Julie se acercó al mostrador de información en el vestíbulo principal, donde fue escoltada dos pisos más arriba en un ascensor minúsculo y después subió un tramo de escalera para llegar a su destino. La sala de lectura del museo era una impresionante biblioteca circular construida en el interior de la cúpula central del edificio.
Una mujer con un vestido marrón sonrió al reconocerla cuando se acercaba a su mesa.
—Buenas días, señorita Goodyear. ¿De vuelta para otra visita a lord Kitchener? —preguntó.
—Hola, Beatrice. Sí, me temo que los permanentes misterios del mariscal de campo me han traído hasta aquí una vez más. Llamé hace unos días para solicitar unos documentos específicos.
—Iré a ver si los han traído —respondió Beatrice, que fue hacia la sala de archivos privados.
Volvió unos minutos más tarde con una gruesa pila de carpetas bajo el brazo.
—Tengo la investigación del Almirantazgo sobre el hundimiento del HMS
Hampshire
y la correspondencia oficial de guerra del primer conde Kitchener del año 1916 —dijo la bibliotecaria, y le tendió unos recibos para que Julie los firmara—. Parece que todo lo que pidió está aquí.

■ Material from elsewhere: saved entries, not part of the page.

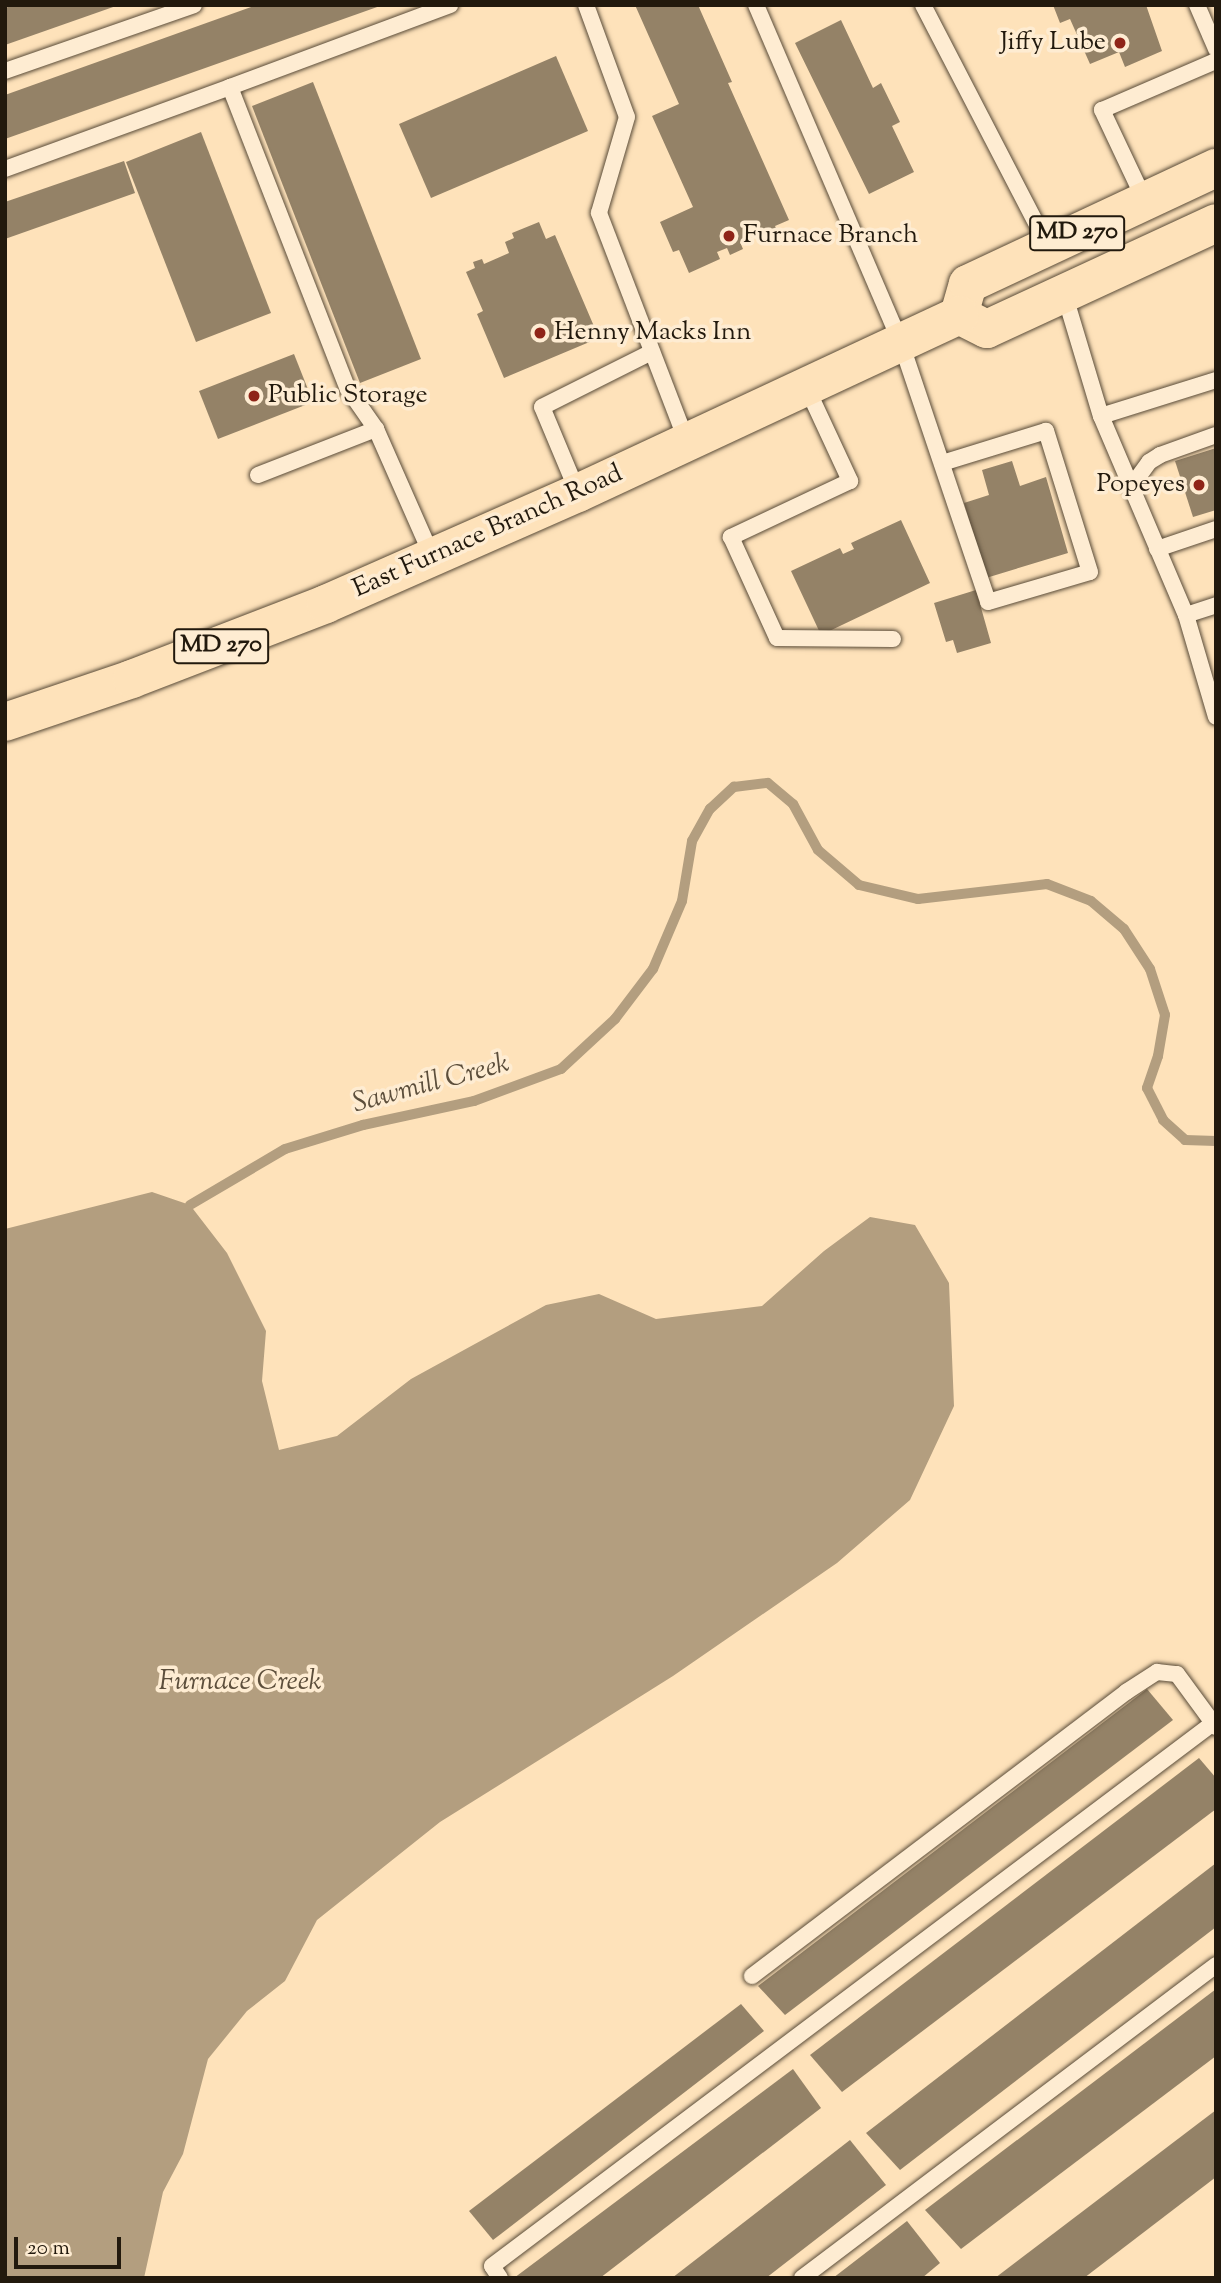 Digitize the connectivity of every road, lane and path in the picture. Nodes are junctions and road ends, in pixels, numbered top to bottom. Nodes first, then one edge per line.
1 (194, 5) edge
2 (450, 5) edge
3 (586, 5) edge
4 (923, 5) edge
5 (1197, 5) edge
6 (759, 6) edge
7 (1216, 49) edge
8 (1216, 61) edge
9 (5, 71) edge
10 (230, 87) junction
11 (1216, 168) edge
12 (5, 169) edge
13 (1145, 201) junction
14 (1216, 223) edge
15 (1048, 246) junction
16 (1216, 250) edge
17 (1064, 293) junction
18 (960, 315) junction
19 (901, 342) junction
20 (652, 352) junction
21 (1216, 380) edge
22 (806, 386) junction
23 (1101, 416) junction
24 (376, 429) junction
25 (1216, 435) edge
26 (687, 442) junction
27 (942, 463) junction
28 (258, 475) dead end
29 (1131, 487) junction
30 (578, 494) junction
31 (1216, 529) edge
32 (1157, 549) junction
33 (433, 558) junction
34 (1216, 605) edge
35 (1185, 615) junction
36 (893, 639) dead end
37 (1216, 717) edge
38 (5, 722) edge
39 (1214, 1725) edge
40 (1216, 1965) edge
41 (752, 1976) dead end
42 (496, 2272) edge
43 (802, 2278) edge

1 - 9 lane
2 - 10 lane
3 - 20 lane
4 - 15 lane
5 - 7 lane
6 - 19 lane
8 - 13 lane
10 - 12 lane
10 - 24 lane
11 - 13 main road, MD 270
13 - 15 main road, MD 270
14 - 17 main road, MD 270
15 - 18 main road, MD 270
16 - 17 main road
17 - 18 main road, MD 270
17 - 23 lane
18 - 19 main road, East Furnace Branch Road / MD 270
19 - 22 main road, East Furnace Branch Road / MD 270
19 - 27 lane
20 - 26 lane
20 - 30 lane
21 - 23 lane
22 - 26 main road, East Furnace Branch Road / MD 270
22 - 36 lane
23 - 29 lane
24 - 28 lane
24 - 33 lane
25 - 29 lane
26 - 30 main road, East Furnace Branch Road / MD 270
27 - 27 lane
29 - 32 lane
30 - 33 main road, East Furnace Branch Road / MD 270
31 - 32 lane
32 - 35 lane
33 - 38 main road, East Furnace Branch Road / MD 270
34 - 35 lane
35 - 37 lane
39 - 41 lane
39 - 42 lane
40 - 43 lane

—Gracias, Beatrice. No tardaré mucho.
Julie se llevó los documentos a una mesa en una esquina y comenzó a leer el informe del Almirantazgo sobre el
Hampshire
. No había mucha información. Había leído antes las acusaciones contra la Marina Real formuladas por los habitantes de las islas Oreadas, que afirmaban que la marina había tardado en enviar ayuda al barco después de haber comunicado su pérdida. El informe oficial ocultaba cualquier error por parte de la marina y descartaba los rumores acerca de que el buque se hubiese hundido por otra cosa que no fuese una mina.
La correspondencia de Kitchener solo aportaba un poco más de información. Había leído antes la correspondencia de guerra y la había encontrado de lo más mundana. Kitchener ocupaba el puesto de secretario de Guerra en 1916 y la mayoría de los escritos oficiales reflejaban su preocupación por el número de hombres y las necesidades de reclutamiento del ejército británico. Una carta típica se quejaba al primer ministro de retirar a hombres del ejército para que trabajasen en las fábricas de municiones en la retaguardia.

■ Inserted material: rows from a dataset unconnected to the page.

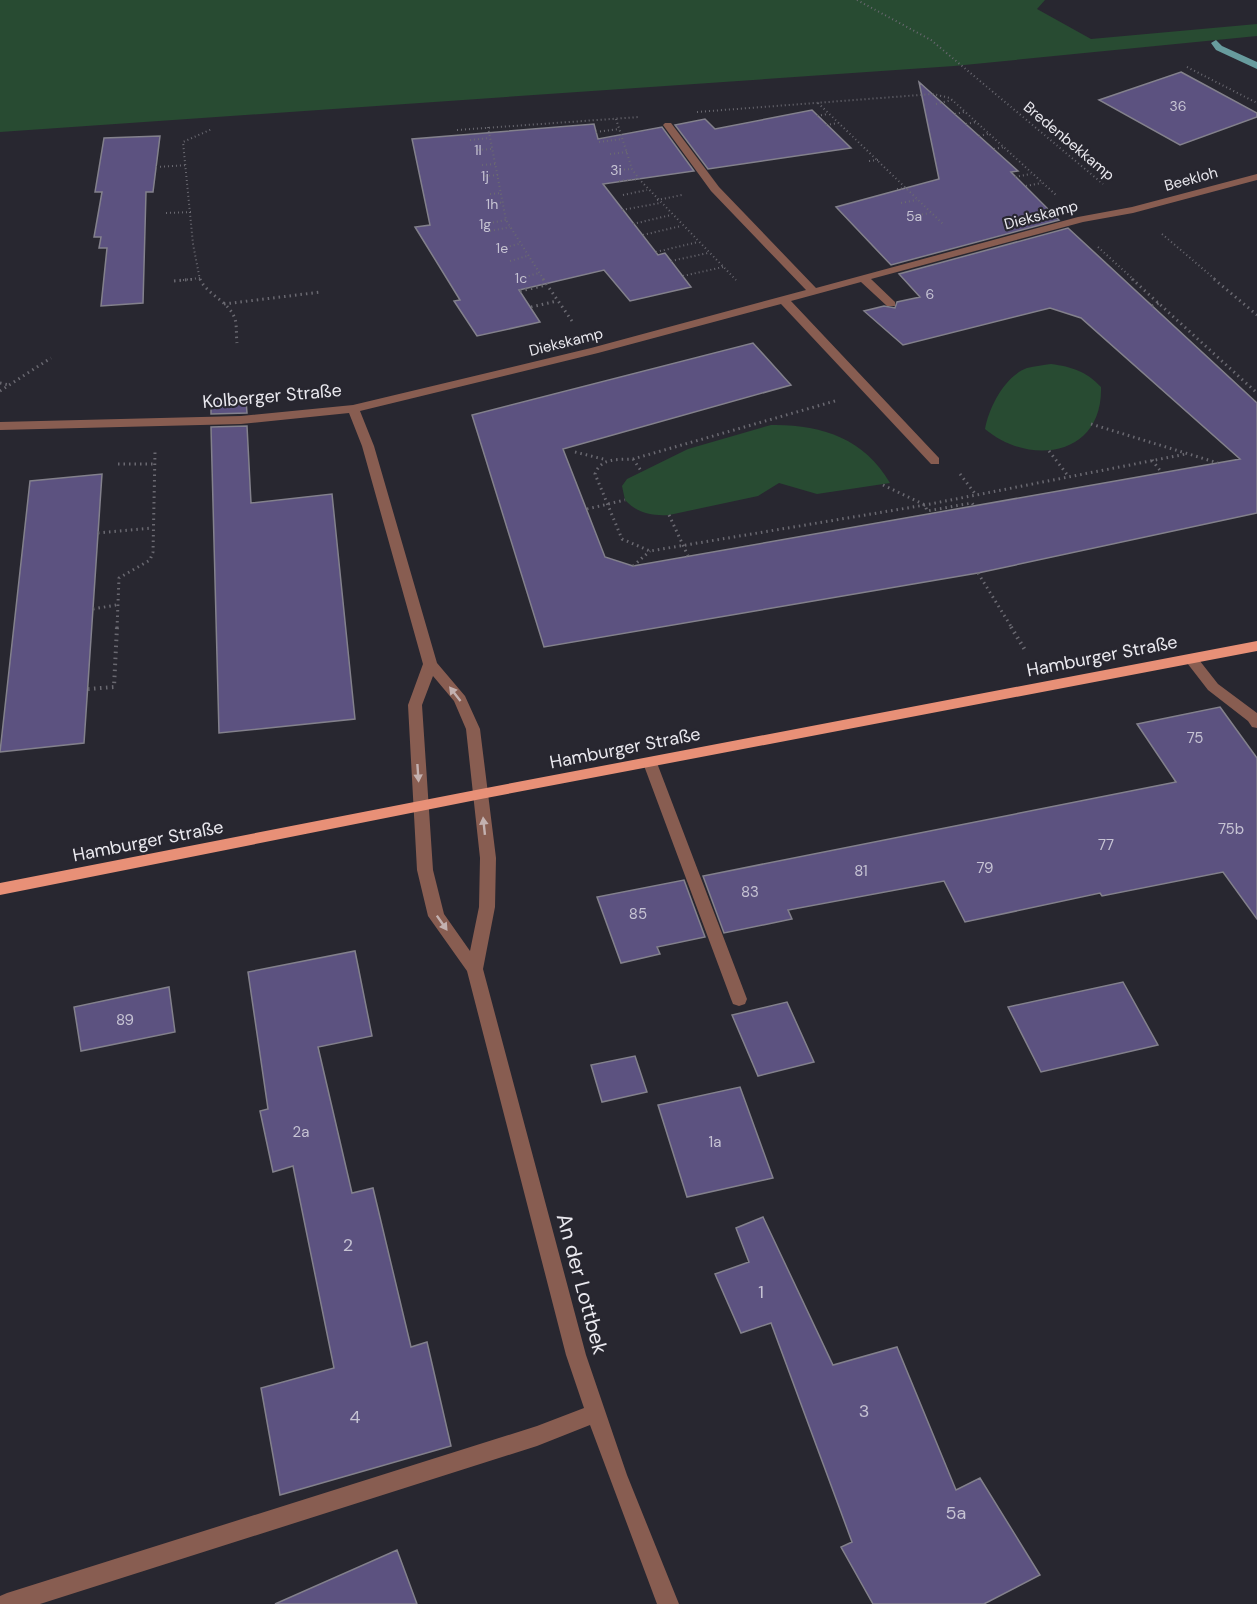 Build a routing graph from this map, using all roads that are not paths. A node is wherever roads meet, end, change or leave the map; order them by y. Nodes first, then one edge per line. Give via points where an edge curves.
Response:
1 (668, 124) dead end
2 (1257, 177) edge
3 (1133, 210) joint
4 (864, 279) junction
5 (815, 293) junction
6 (785, 301) junction
7 (891, 304) dead end
8 (353, 409) junction
9 (0, 426) edge
10 (935, 461) dead end
11 (1257, 646) edge
12 (1191, 659) junction
13 (430, 664) junction
14 (1257, 723) edge
15 (650, 763) junction
16 (481, 794) junction
17 (421, 807) junction
18 (0, 890) edge
19 (475, 969) junction
20 (739, 999) dead end
21 (597, 1413) junction
22 (7, 1604) edge
23 (668, 1604) edge

1 - 5 street via 715,189
2 - 3 street, Beekloh
3 - 4 street, Diekskamp via 1077,221
4 - 5 street, Diekskamp
4 - 7 street
5 - 6 street, Diekskamp
6 - 8 street, Diekskamp
6 - 10 street
8 - 9 street, Kolberger Straße via 158,424
8 - 13 street, Kolberger Straße via 368,446
11 - 12 main road, Hamburger Straße
12 - 14 street via 1213,687
12 - 15 main road, Hamburger Straße
16 -> 13 street, Kolberger Straße via 473,729 460,699
13 -> 17 street via 415,705
15 - 16 main road, Hamburger Straße
15 - 20 street
16 - 17 main road, Hamburger Straße
19 -> 16 street, An der Lottbek via 487,907 488,858
17 - 18 main road, Hamburger Straße
17 -> 19 street, An der Lottbek via 424,870 436,916
19 - 21 street, An der Lottbek via 576,1355
21 - 22 street via 537,1436
21 - 23 street, An der Lottbek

Julie pasó deprisa las páginas hasta acercarse al 5 de junio, fecha de la muerte de Kitchener en el
Hampshire
. El descubrimiento de que el buque se había hundido por una explosión interna la había llevado a considerar la posibilidad de que alguien quería verle muerto. Esa idea le recordó una curiosa carta que había visto meses atrás. Cuando se acercó al fondo del archivo, sus dedos de pronto se inmovilizaron sobre el documento.
A diferencia de las antiguas y amarillentas cartas militares, esa aún era de un blanco brillante, escrita en un papel de hilo grueso. En la parte superior, el membrete decía
LAMBETH PALACE
. Julie leyó la carta muy despacio.
Señor:
A instancias de Dios y del país, le imploro por última vez que entregue el documento. La santidad de nuestra Iglesia depende de ello. Si bien usted está librando una guerra temporal con los enemigos de Inglaterra, nosotros estamos librando una eterna cruzada por la salvación de la humanidad. Nuestros enemigos son perversos y astutos. Si se apropiasen del Manifiesto, podría significar la desaparición de nuestra fe. Sostengo firmemente que la única salida es que usted acceda a la Iglesia. Espero la entrega.